Chapter 22:

The Trial

I Fell in Love With a Fascist, and She’s Running for Mayor


The former president securing the nomination ended up being anti-climactic. We stopped talking so much about politics anyway. We were in love. Even now it’s crazy to write. We had to sneak around a lot, there was no getting around that. I had been mercifully kept out of the trial proceedings. I had one day with the grand jury. I testified for several hours, they went into details about my relationship with Wynken, Blynken and Nod, with Josiah, and with each of them individually. Some of it was embarrassing but because of the politically delicate nature of the whole thing, the grand jury deliberations were sealed. It caused a bit of a ruckus with some of the transparency activists, but the prospect of a trial that sounded like it would be open to cameras kept the media at least from complaining too much. And they’re a lot bigger than some transparency activists.

My relationship with Kendra didn’t come up in the grand jury questioning. I don’t mean our burgeoning romantic entanglement. They only really asked a couple of questions. They asked if I voted for her, and they asked if I ever attended a protest against her. I declined to answer the first one. I hadn’t, but it wasn’t anyone’s business to compel me to reveal my secret ballot. I can tell you freely. As to the second question, I answered that I was sure I had but hoped the prosecutor didn’t expect me to remember each one. I thought it would get a laugh but it didn’t.

Kendra told me later she had had to press the district attorney to limit questions about her, and that she mentioned me specifically as somebody “easy” to avoid asking questions to about her. The district attorney agreed.

The trial was set for the summer. It was going to be a media frenzy. The national networks were all interested. One of the morning shows did a whole week in the town, not specifically about the media frenzy, but about political polarization and violence, some theme like that. Neoliberal drivel.

I hadn’t talked to Josiah, Wynken, Blynken or Nod since the incident. Kendra put me in touch with a lawyer that strongly advised against it. He was worried the defense attorneys would try to use me to sow reasonable doubt. Stay away, he told me. My grand jury testimony was long, but in the end the defense attorneys were worried I’d be helpful to the prosecution and the prosecution was worried I’d be helpful to the defense attorneys so I stayed off the witness list.

Nevertheless, I felt bad about Josiah and Wynken and Nod and even Blynken, who of course shot me. They were facing long sentences. The plea deal was for twenty years, so I imagined the sentences would be that much longer. And the trial. There was no way they were getting off. It was an obvious crime and the police hadn’t really made any mistakes because there weren’t really any opportunities for them to make mistakes. It was the kind of case the cliché open and shut case was coined for. A trial seemed pointless. I told Kendra that.

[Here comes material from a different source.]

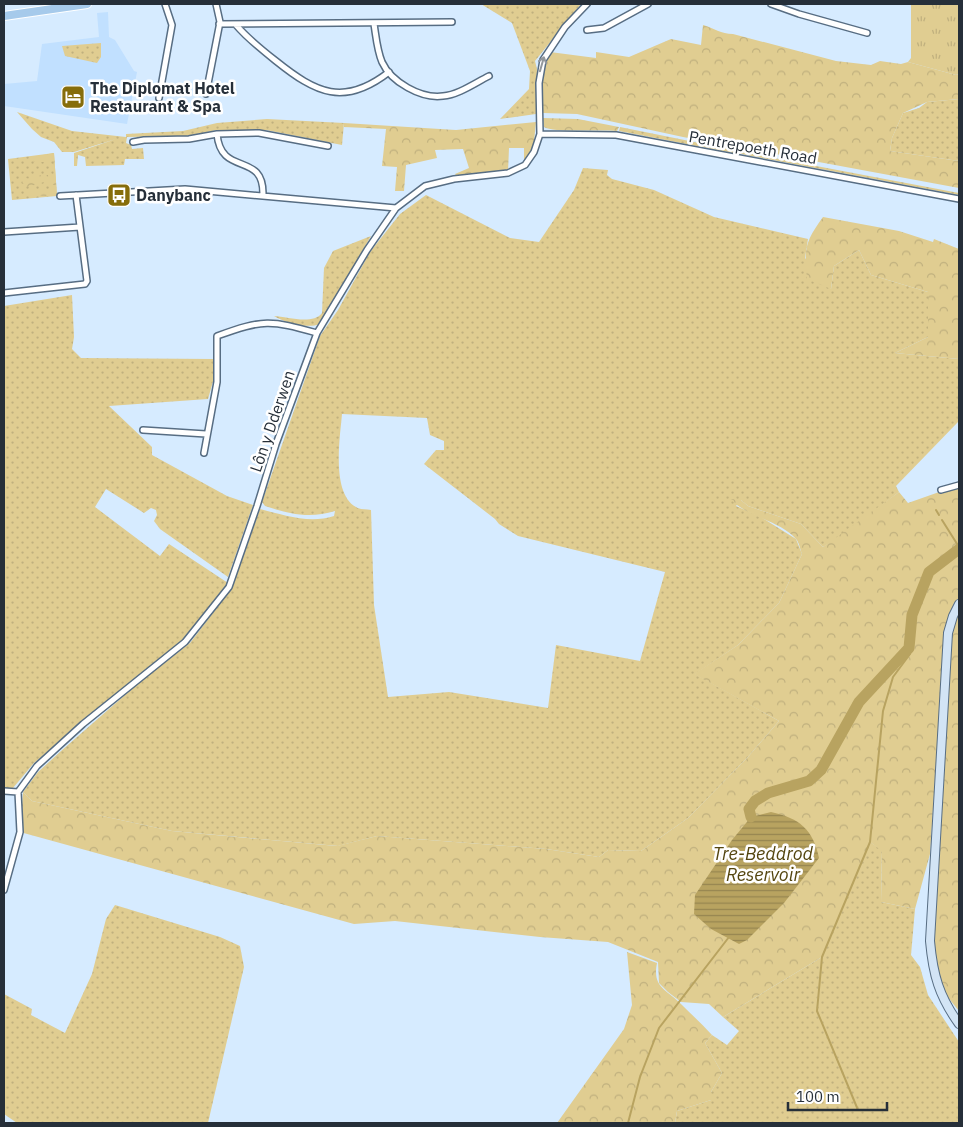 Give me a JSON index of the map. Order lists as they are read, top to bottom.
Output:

-They should take the plea deal, she said matter-of-factly as we laid in her bed one morning. We had until then been talking about what it would look like if she decided to walk away from politics and go to Italy to do the studies she never got to do. I had decided the most important thing was to get her out of politics. I don’t remember how the conversation shifted.

-The plea deal wasn’t fair, I responded, defensive of friends I hadn’t talked to in months.

-How many times do I have to tell you what’s fair or not fair is useless. The district attorney’s got an election to think about. What’s five years for a bunch of malcontents who tried to kill a politician? Who tried to kill me?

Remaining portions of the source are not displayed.